Postponed operations to Pula and Split
Six lines to Split Airport (from Birmingham, East Midlands, Edinburgh, Leeds, London, and Manchester) have also been postponed to the end of June, while the line from Edinburgh will start operating only in July.
According to Pula Airport, Jet2 is planning only one line this year – from Manchester. The start of traffic on this line has also been postponed to the end of June.
Jet2 chief executive Steve Heapy said in a statement on Friday:
“We are trying to run a business so that we can take customers away, but we need the Government to provide us with clarity to achieve this.
After several weeks exploring how to restart international travel, with substantial assistance and input from the industry, the framework lacks any rigorous detail about how to get international travel going again. In fact, the framework is virtually the same as six months ago.

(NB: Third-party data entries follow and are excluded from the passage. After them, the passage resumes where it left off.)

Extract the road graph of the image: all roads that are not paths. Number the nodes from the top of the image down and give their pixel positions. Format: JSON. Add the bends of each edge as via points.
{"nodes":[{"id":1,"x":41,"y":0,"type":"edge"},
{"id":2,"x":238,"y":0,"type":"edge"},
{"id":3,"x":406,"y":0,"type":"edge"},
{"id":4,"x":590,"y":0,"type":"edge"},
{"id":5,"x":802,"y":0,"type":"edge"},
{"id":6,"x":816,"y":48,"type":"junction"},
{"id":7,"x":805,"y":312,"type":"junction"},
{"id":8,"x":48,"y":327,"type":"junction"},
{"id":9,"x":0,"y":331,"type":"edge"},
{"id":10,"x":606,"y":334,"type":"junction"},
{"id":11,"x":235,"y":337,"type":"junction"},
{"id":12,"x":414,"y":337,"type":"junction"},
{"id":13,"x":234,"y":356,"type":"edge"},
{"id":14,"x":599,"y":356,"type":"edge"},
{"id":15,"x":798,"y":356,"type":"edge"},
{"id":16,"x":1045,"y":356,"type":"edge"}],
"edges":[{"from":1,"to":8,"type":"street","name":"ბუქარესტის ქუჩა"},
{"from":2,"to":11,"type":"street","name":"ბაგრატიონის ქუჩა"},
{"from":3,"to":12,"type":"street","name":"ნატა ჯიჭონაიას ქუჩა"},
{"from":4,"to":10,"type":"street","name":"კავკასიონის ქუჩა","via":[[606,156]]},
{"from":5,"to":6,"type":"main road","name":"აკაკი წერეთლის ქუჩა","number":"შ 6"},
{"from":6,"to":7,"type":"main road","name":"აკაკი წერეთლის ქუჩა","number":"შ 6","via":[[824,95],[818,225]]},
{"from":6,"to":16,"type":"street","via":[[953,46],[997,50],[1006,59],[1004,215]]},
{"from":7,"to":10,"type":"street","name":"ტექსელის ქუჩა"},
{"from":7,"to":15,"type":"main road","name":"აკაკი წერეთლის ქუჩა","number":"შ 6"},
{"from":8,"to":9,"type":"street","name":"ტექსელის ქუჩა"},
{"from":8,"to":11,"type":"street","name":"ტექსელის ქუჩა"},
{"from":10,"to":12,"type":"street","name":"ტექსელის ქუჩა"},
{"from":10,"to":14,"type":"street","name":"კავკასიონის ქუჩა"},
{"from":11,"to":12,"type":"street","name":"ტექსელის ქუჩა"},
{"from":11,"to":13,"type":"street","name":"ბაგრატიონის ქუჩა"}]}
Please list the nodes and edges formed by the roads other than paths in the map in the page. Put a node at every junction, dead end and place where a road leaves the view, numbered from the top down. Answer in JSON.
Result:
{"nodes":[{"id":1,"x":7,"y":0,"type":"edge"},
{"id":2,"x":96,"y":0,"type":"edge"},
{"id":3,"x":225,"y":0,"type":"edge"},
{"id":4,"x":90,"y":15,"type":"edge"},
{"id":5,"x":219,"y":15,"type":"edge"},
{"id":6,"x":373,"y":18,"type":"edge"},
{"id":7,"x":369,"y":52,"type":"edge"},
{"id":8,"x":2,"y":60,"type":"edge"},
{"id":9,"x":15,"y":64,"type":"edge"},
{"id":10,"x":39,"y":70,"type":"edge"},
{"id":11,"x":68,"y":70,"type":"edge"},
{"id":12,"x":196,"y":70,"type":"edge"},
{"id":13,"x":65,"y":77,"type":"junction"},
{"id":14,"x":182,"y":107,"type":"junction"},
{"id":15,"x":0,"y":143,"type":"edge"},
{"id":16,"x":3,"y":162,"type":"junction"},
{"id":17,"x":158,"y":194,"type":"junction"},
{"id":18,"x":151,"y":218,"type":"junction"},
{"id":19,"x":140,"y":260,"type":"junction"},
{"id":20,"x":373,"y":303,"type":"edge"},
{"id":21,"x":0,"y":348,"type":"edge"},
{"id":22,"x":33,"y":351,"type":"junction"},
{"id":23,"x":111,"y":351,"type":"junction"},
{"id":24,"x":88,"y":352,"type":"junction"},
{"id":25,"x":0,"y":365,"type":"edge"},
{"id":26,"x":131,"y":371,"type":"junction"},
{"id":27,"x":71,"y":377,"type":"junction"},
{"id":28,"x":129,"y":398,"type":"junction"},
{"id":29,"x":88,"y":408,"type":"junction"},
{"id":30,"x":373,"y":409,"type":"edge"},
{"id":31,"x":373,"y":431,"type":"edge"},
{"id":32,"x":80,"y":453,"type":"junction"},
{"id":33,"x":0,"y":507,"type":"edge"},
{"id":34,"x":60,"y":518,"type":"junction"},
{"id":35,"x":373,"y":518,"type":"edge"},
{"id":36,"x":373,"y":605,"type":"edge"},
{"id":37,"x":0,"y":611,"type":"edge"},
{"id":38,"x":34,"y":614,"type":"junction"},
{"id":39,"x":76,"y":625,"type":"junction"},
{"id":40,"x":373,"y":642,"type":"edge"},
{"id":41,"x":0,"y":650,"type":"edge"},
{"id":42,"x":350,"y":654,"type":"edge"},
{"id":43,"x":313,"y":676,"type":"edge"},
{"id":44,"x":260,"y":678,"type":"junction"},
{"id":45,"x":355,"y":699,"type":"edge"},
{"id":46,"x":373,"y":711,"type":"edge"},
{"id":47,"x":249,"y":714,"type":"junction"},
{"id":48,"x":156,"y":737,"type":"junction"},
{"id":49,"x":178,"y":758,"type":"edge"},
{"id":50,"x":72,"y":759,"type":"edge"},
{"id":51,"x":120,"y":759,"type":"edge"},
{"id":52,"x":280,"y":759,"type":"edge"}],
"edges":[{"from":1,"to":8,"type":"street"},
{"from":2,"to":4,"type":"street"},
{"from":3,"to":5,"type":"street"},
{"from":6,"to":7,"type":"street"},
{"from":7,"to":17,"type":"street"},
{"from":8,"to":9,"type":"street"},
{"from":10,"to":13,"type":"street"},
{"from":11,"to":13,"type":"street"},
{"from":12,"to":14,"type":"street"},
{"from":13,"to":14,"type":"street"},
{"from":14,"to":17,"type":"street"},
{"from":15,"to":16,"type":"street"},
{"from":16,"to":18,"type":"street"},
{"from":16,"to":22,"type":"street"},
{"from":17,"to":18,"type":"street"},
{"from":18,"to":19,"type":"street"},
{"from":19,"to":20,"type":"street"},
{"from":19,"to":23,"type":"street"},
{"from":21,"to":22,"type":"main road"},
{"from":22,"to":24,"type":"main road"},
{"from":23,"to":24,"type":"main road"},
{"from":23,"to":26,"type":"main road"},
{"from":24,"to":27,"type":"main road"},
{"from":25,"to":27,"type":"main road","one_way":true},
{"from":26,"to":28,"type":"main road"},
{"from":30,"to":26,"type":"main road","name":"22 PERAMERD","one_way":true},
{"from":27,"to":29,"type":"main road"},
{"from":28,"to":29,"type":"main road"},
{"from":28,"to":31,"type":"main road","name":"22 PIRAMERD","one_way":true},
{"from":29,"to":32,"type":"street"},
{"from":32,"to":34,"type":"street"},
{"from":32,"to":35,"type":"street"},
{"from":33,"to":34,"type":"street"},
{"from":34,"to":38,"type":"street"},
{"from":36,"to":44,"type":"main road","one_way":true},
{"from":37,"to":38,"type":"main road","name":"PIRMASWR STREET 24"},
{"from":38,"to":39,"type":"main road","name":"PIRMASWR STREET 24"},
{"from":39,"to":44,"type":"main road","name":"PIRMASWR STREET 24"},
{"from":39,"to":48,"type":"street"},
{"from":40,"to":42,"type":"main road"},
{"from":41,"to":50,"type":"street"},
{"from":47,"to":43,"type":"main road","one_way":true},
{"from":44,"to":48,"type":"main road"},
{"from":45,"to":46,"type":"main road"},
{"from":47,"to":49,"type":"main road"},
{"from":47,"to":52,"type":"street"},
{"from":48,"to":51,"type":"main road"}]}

Following the publication of the framework today, we still do not know when we can start to fly, where we can fly to and the availability and cost of testing. Rather than answering questions, the framework leaves everyone asking more.
Because of the continued uncertainty that the framework provides, it is with a heavy heart that we have taken the decision to extend the suspension of flights and holidays up to and including 23 June 2021.
Where customers yet to travel are affected by any programme changes, we will automatically cancel their booking with a full refund, and our team of travel experts will be in touch to help them to book their summer getaway for later in the year.”
Recall, UK ministers announced a new traffic light system for international travel from May 17, which will categorize countries based on risk.